WHAT IS EXPECTED |
Identify all lines below that hold "УЛИЦА" and collect them.

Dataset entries

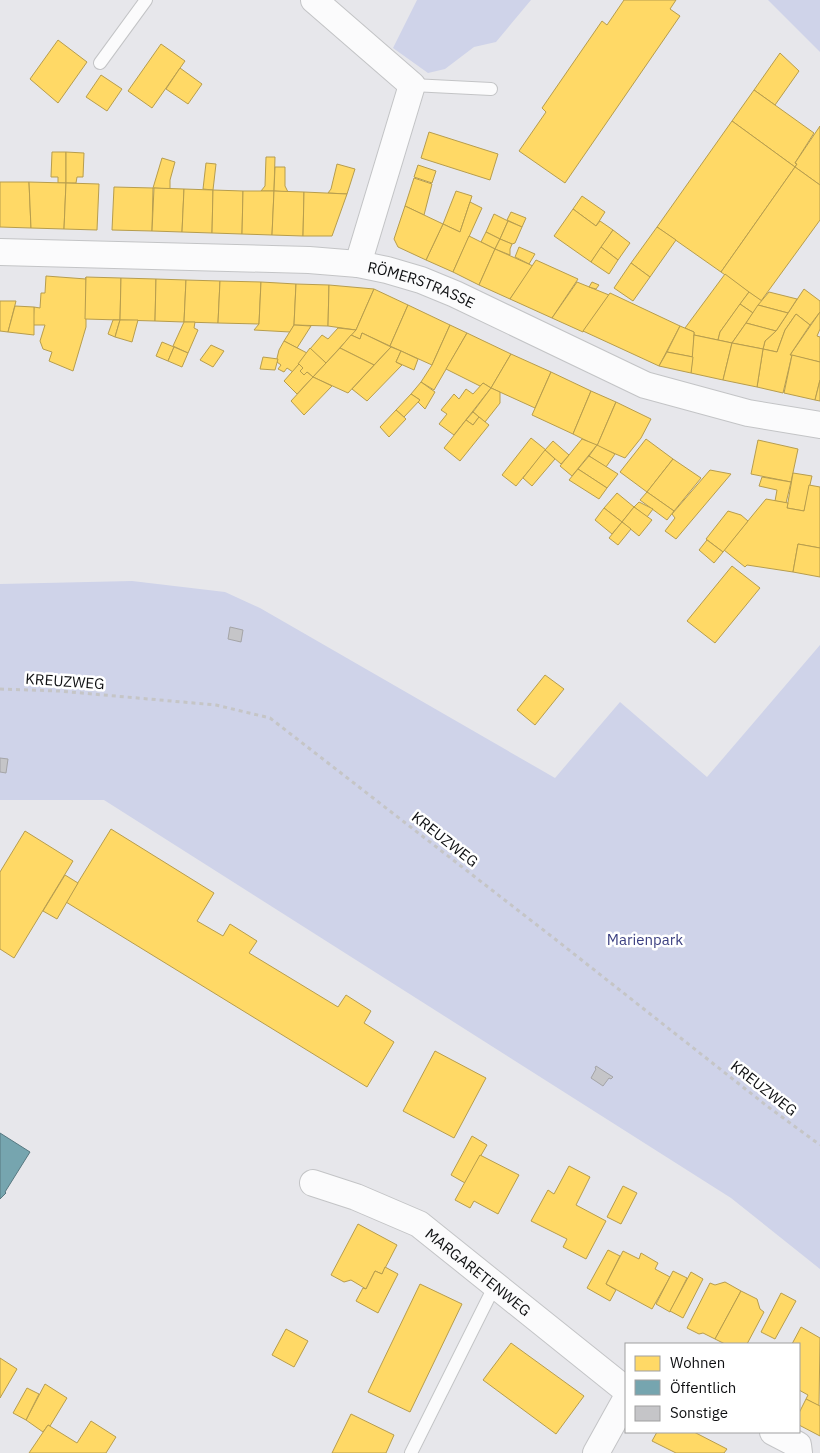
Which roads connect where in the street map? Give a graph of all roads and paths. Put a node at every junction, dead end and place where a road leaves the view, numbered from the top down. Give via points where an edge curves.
1 (146, 0) edge
2 (314, 0) edge
3 (100, 63) dead end
4 (412, 85) junction
5 (491, 89) dead end
6 (0, 252) edge
7 (358, 264) junction
8 (820, 425) edge
9 (0, 689) edge
10 (820, 1145) edge
11 (313, 1183) dead end
12 (495, 1285) junction
13 (625, 1389) edge
14 (625, 1401) edge
15 (774, 1433) edge
16 (798, 1449) edge
17 (411, 1453) edge
18 (596, 1453) edge

1 - 3 lane
2 - 4 street
4 - 5 lane
4 - 7 street
6 - 7 street, RÖMERSTRASSE
7 - 8 street, RÖMERSTRASSE via 421,280 455,294 645,385 748,413
9 - 10 path, KREUZWEG via 216,705 270,718
11 - 12 street, MARGARETENWEG via 419,1224
12 - 13 street, MARGARETENWEG
12 - 17 lane
14 - 18 street
15 - 16 street

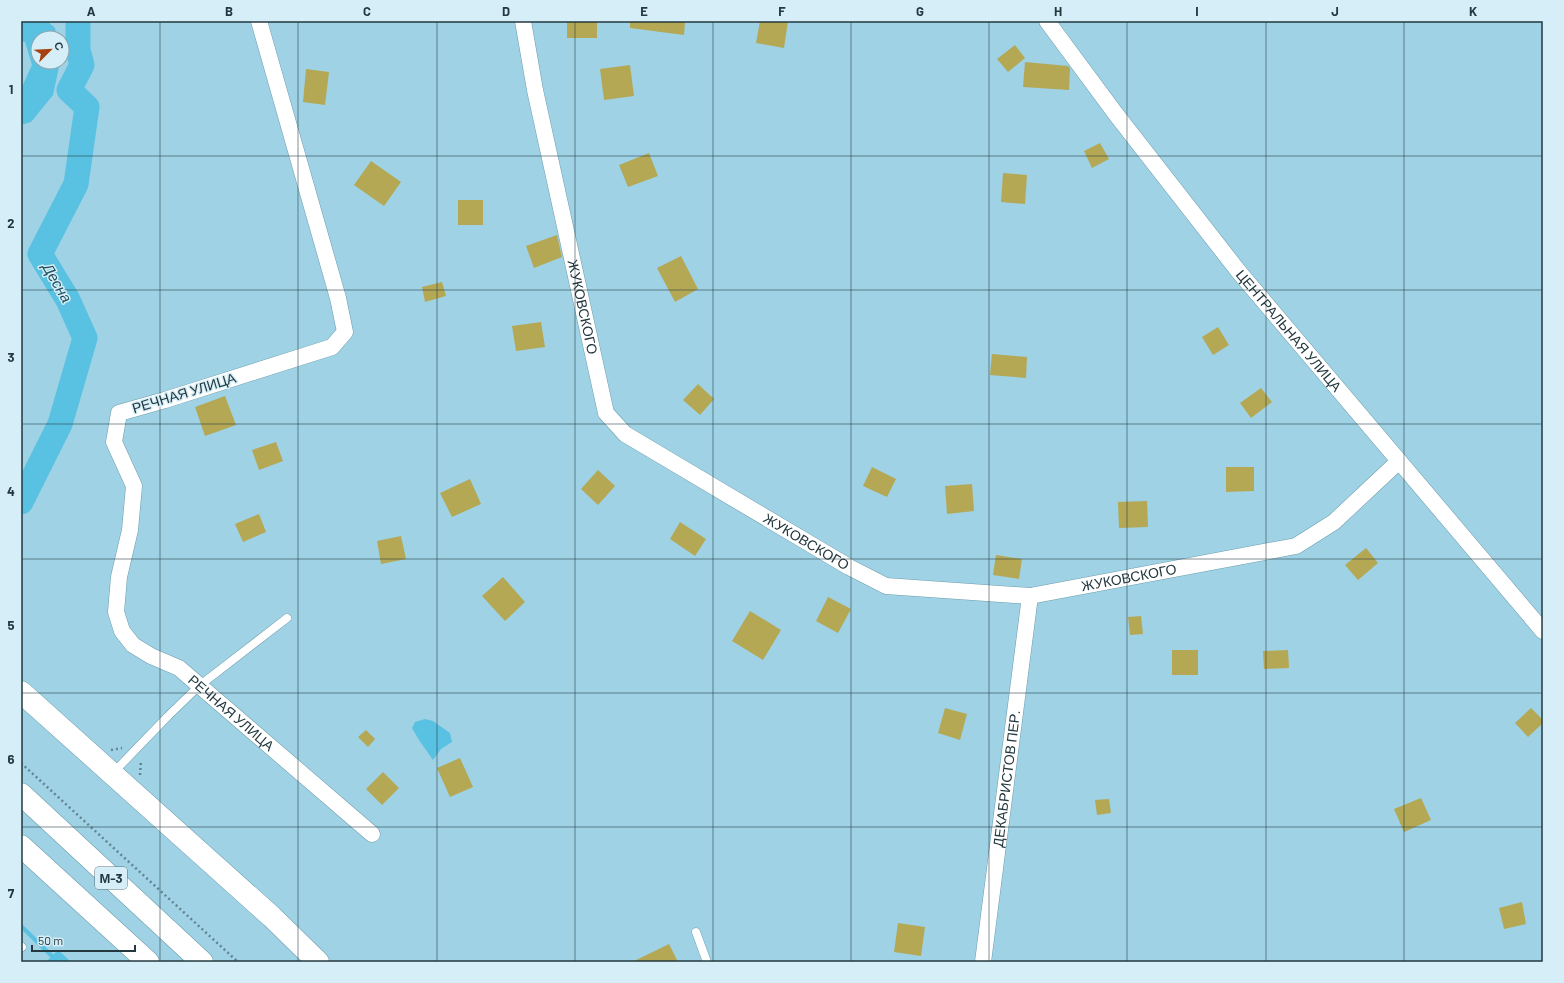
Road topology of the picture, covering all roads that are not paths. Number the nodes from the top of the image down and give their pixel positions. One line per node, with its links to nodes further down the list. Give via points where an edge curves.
1 (258, 21): 8 (street, РЕЧНАЯ УЛИЦА, via 338,298 345,332 332,347 118,413 114,442 134,486 130,530 118,577 116,612 122,631 133,645 179,668)
2 (523, 21): 5 (street, ЖУКОВСКОГО, via 535,90 606,413 626,434 849,567 886,586)
3 (1047, 21): 4 (street, ЦЕНТРАЛЬНАЯ УЛИЦА, via 1239,272)
4 (1399, 461): 5 (street, ЖУКОВСКОГО, via 1334,522 1296,546); 7 (street, ЦЕНТРАЛЬНАЯ УЛИЦА)
5 (1030, 596): 19 (street, ДЕКАБРИСТОВ ПЕР.)
6 (287, 618): 8 (lane)
7 (1543, 631)
8 (199, 686): 10 (lane); 12 (street, РЕЧНАЯ УЛИЦА)
9 (21, 692): 10 (main road)
10 (113, 774): 17 (main road, via 272,917)
11 (21, 794): 16 (main road, М-3)
12 (372, 834)
13 (21, 846): 15 (main road, М-3)
14 (696, 932): 18 (lane)
15 (148, 962)
16 (202, 962)
17 (318, 962)
18 (707, 962)
19 (983, 962)

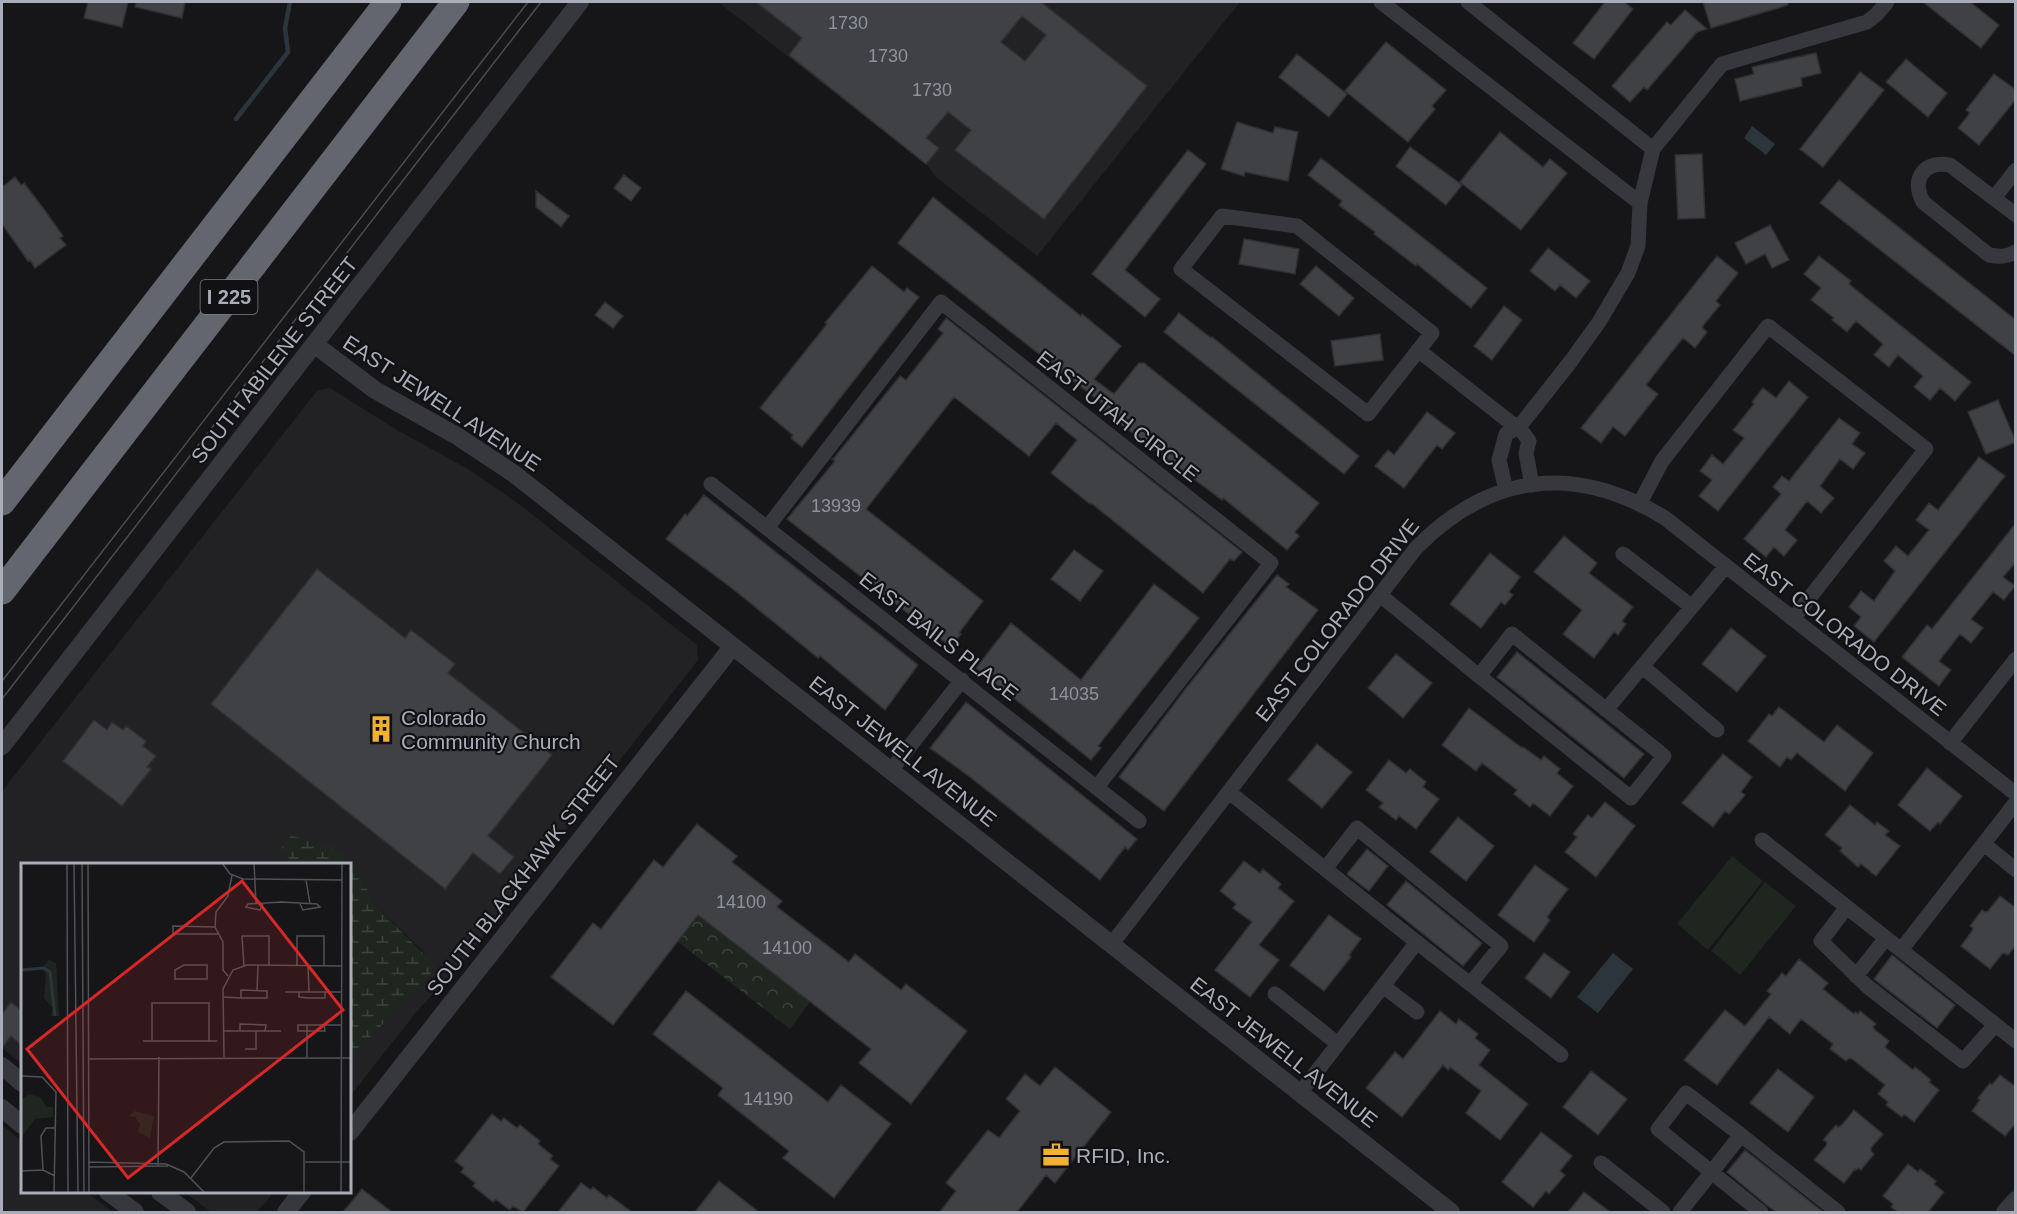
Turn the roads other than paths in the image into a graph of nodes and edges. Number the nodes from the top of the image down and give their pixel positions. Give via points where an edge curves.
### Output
1 (388, 2) edge
2 (456, 2) edge
3 (580, 2) edge
4 (1381, 2) edge
5 (1468, 2) edge
6 (1887, 2) edge
7 (1653, 149) junction
8 (2016, 170) edge
9 (1994, 198) junction
10 (1640, 203) junction
11 (2016, 215) edge
12 (2016, 252) edge
13 (314, 344) junction
14 (1419, 350) junction
15 (1519, 427) junction
16 (711, 484) dead end
17 (1532, 485) junction
18 (1506, 490) junction
19 (2, 502) edge
20 (1640, 503) junction
21 (767, 528) junction
22 (1623, 554) dead end
23 (1726, 566) junction
24 (2, 591) edge
25 (1380, 595) junction
26 (1692, 607) junction
27 (1792, 619) junction
28 (733, 646) junction
29 (2016, 659) edge
30 (1642, 667) junction
31 (1479, 676) junction
32 (962, 680) junction
33 (1606, 710) junction
34 (1718, 730) dead end
35 (1950, 743) junction
36 (2, 746) edge
37 (891, 770) junction
38 (1097, 787) junction
39 (1228, 792) junction
40 (2016, 794) edge
41 (2016, 802) edge
42 (1139, 821) dead end
43 (1762, 840) dead end
44 (1984, 844) junction
45 (1325, 869) junction
46 (2016, 870) edge
47 (1847, 907) junction
48 (1886, 938) junction
49 (1417, 942) junction
50 (1111, 945) junction
51 (1901, 950) junction
52 (1856, 976) junction
53 (1470, 984) junction
54 (1383, 986) junction
55 (1275, 994) dead end
56 (1417, 1012) dead end
57 (1995, 1024) junction
58 (2016, 1041) edge
59 (1338, 1044) junction
60 (1561, 1055) dead end
61 (2, 1066) edge
62 (21, 1082) edge
63 (1300, 1093) junction
64 (2, 1108) edge
65 (21, 1124) edge
66 (351, 1131) edge
67 (1741, 1135) junction
68 (1600, 1164) dead end
69 (1710, 1172) junction
70 (111, 1193) edge
71 (163, 1193) edge
72 (300, 1193) edge
73 (2016, 1200) edge
74 (135, 1212) edge
75 (187, 1212) edge
76 (286, 1212) edge
77 (1451, 1212) edge
78 (1663, 1212) edge
79 (1680, 1212) edge
80 (1761, 1212) edge
81 (1838, 1212) edge
82 (2006, 1212) edge

1 - 19 highway, I 225
2 - 24 highway, I 225
3 - 13 street, SOUTH ABILENE STREET
4 - 10 street
5 - 7 street
6 - 7 street via 1866,22 1722,64
7 - 10 street
8 - 9 street
9 - 11 street
9 - 12 street via 1950,165 1928,167 1918,182 1923,202 1989,255 2009,256
10 - 15 street via 1638,246 1628,273 1599,322
13 - 28 street, EAST JEWELL AVENUE via 375,390 513,473
13 - 36 street, SOUTH ABILENE STREET
14 - 14 street via 1432,333 1297,226 1222,216 1181,269 1368,414
14 - 15 street
15 - 17 street via 1529,441 1526,453
15 - 18 street via 1506,434 1499,460
16 - 21 street, EAST BAILS PLACE
17 - 18 street, EAST COLORADO DRIVE
17 - 20 street, EAST COLORADO DRIVE via 1590,486
18 - 25 street, EAST COLORADO DRIVE via 1477,501 1436,527
20 - 23 street, EAST COLORADO DRIVE
20 - 27 street via 1662,461 1768,326 1926,449
21 - 32 street, EAST BAILS PLACE
21 - 38 street, EAST UTAH CIRCLE via 941,302 1271,563
22 - 26 street
23 - 26 street
23 - 27 street, EAST COLORADO DRIVE
25 - 31 street
25 - 39 street, EAST COLORADO DRIVE
26 - 30 street
27 - 35 street, EAST COLORADO DRIVE
28 - 37 street, EAST JEWELL AVENUE
28 - 66 street, SOUTH BLACKHAWK STREET
29 - 35 street
30 - 33 street
30 - 34 street
31 - 33 street via 1512,634
31 - 33 street via 1631,798 1664,756
32 - 37 street
32 - 38 street, EAST BAILS PLACE
35 - 40 street, EAST COLORADO DRIVE
37 - 50 street, EAST JEWELL AVENUE
38 - 42 street, EAST BAILS PLACE
39 - 45 street
39 - 50 street, EAST COLORADO DRIVE
41 - 44 street
43 - 47 street
44 - 46 street
44 - 51 street
45 - 49 street
45 - 53 street via 1357,828 1501,946
47 - 48 street
47 - 52 street via 1821,941
48 - 51 street
48 - 52 street
49 - 53 street
49 - 54 street
50 - 63 street, EAST JEWELL AVENUE
51 - 57 street
52 - 57 street via 1963,1061
53 - 60 street
54 - 56 street
54 - 59 street
55 - 59 street
57 - 58 street
59 - 63 street
61 - 62 street
63 - 77 street, EAST JEWELL AVENUE
64 - 65 street
67 - 69 street
67 - 69 street via 1686,1093 1658,1130
67 - 81 street
68 - 78 street
69 - 79 street
69 - 80 street
70 - 74 street
71 - 75 street
72 - 76 street
73 - 82 street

WRITTEN RESPONSE |
1 (258, 21): 8 (street, РЕЧНАЯ УЛИЦА, via 338,298 345,332 332,347 118,413 114,442 134,486 130,530 118,577 116,612 122,631 133,645 179,668)
3 (1047, 21): 4 (street, ЦЕНТРАЛЬНАЯ УЛИЦА, via 1239,272)
4 (1399, 461): 5 (street, ЖУКОВСКОГО, via 1334,522 1296,546); 7 (street, ЦЕНТРАЛЬНАЯ УЛИЦА)
8 (199, 686): 10 (lane); 12 (street, РЕЧНАЯ УЛИЦА)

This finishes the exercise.